• [What the task requires] Restate every line of the material below word for word, skipping the images.
[The data — start]
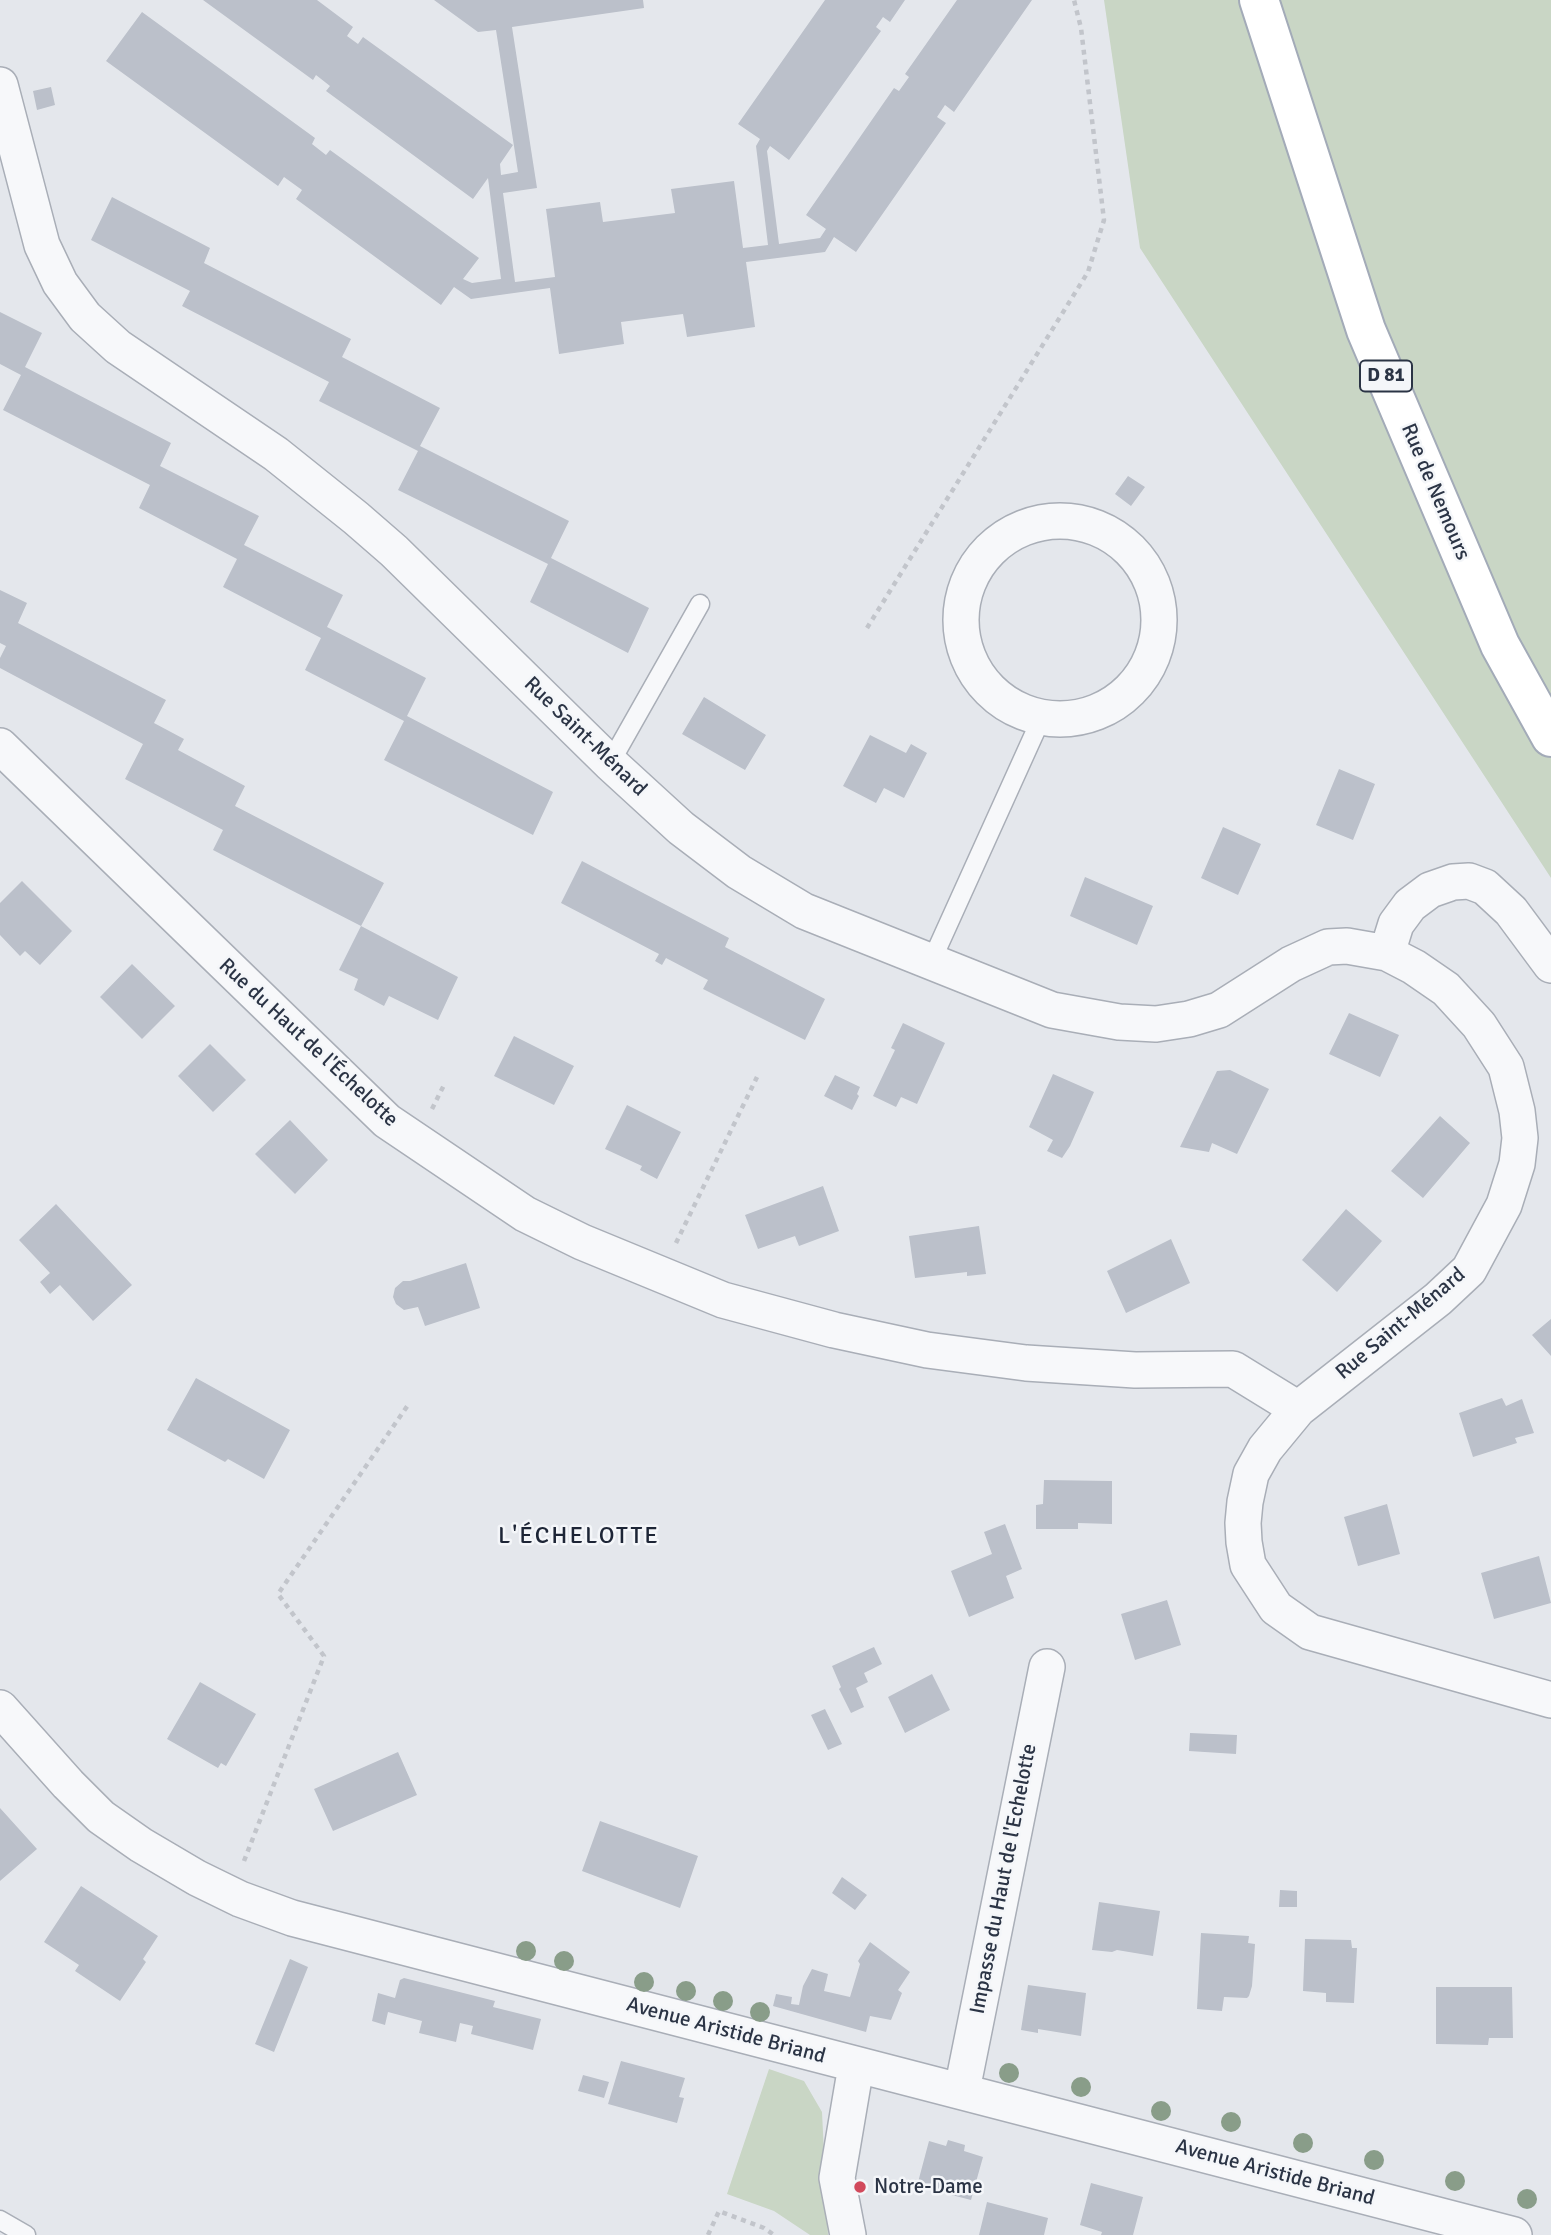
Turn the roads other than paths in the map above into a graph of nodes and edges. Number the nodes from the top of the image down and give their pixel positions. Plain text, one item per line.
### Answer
1 (1259, 0) edge
2 (0, 85) edge
3 (700, 604) dead end
4 (1041, 719) junction
5 (1551, 737) edge
6 (0, 746) edge
7 (610, 763) junction
8 (1387, 953) junction
9 (932, 960) junction
10 (1551, 965) edge
11 (1298, 1409) junction
12 (1047, 1667) dead end
13 (1551, 1700) edge
14 (0, 1708) edge
15 (856, 2066) junction
16 (962, 2091) junction
17 (0, 2220) edge
18 (26, 2235) edge
19 (848, 2235) edge
20 (1514, 2235) edge

1 - 5 main road, Rue de Nemours / D 81
2 - 7 street, Rue Saint-Ménard
3 - 7 lane
4 - 4 street
4 - 9 lane
6 - 11 street, Rue du Haut de l'Échelotte
7 - 9 street, Rue Saint-Ménard
8 - 9 street, Rue Saint-Ménard
8 - 10 street
8 - 11 street, Rue Saint-Ménard
11 - 13 street
12 - 16 street, Impasse du Haut de l'Echelotte
14 - 15 street, Avenue Aristide Briand
15 - 16 street, Avenue Aristide Briand
15 - 19 street
16 - 20 street, Avenue Aristide Briand
17 - 18 lane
[The data — finish]
• [Task result]
Turn the roads other than paths in the map above into a graph of nodes and edges. Number the nodes from the top of the image down and give their pixel positions. Plain text, one item per line.
### Answer
1 (1259, 0) edge
2 (0, 85) edge
3 (700, 604) dead end
4 (1041, 719) junction
5 (1551, 737) edge
6 (0, 746) edge
7 (610, 763) junction
8 (1387, 953) junction
9 (932, 960) junction
10 (1551, 965) edge
11 (1298, 1409) junction
12 (1047, 1667) dead end
13 (1551, 1700) edge
14 (0, 1708) edge
15 (856, 2066) junction
16 (962, 2091) junction
17 (0, 2220) edge
18 (26, 2235) edge
19 (848, 2235) edge
20 (1514, 2235) edge

1 - 5 main road, Rue de Nemours / D 81
2 - 7 street, Rue Saint-Ménard
3 - 7 lane
4 - 4 street
4 - 9 lane
6 - 11 street, Rue du Haut de l'Échelotte
7 - 9 street, Rue Saint-Ménard
8 - 9 street, Rue Saint-Ménard
8 - 10 street
8 - 11 street, Rue Saint-Ménard
11 - 13 street
12 - 16 street, Impasse du Haut de l'Echelotte
14 - 15 street, Avenue Aristide Briand
15 - 16 street, Avenue Aristide Briand
15 - 19 street
16 - 20 street, Avenue Aristide Briand
17 - 18 lane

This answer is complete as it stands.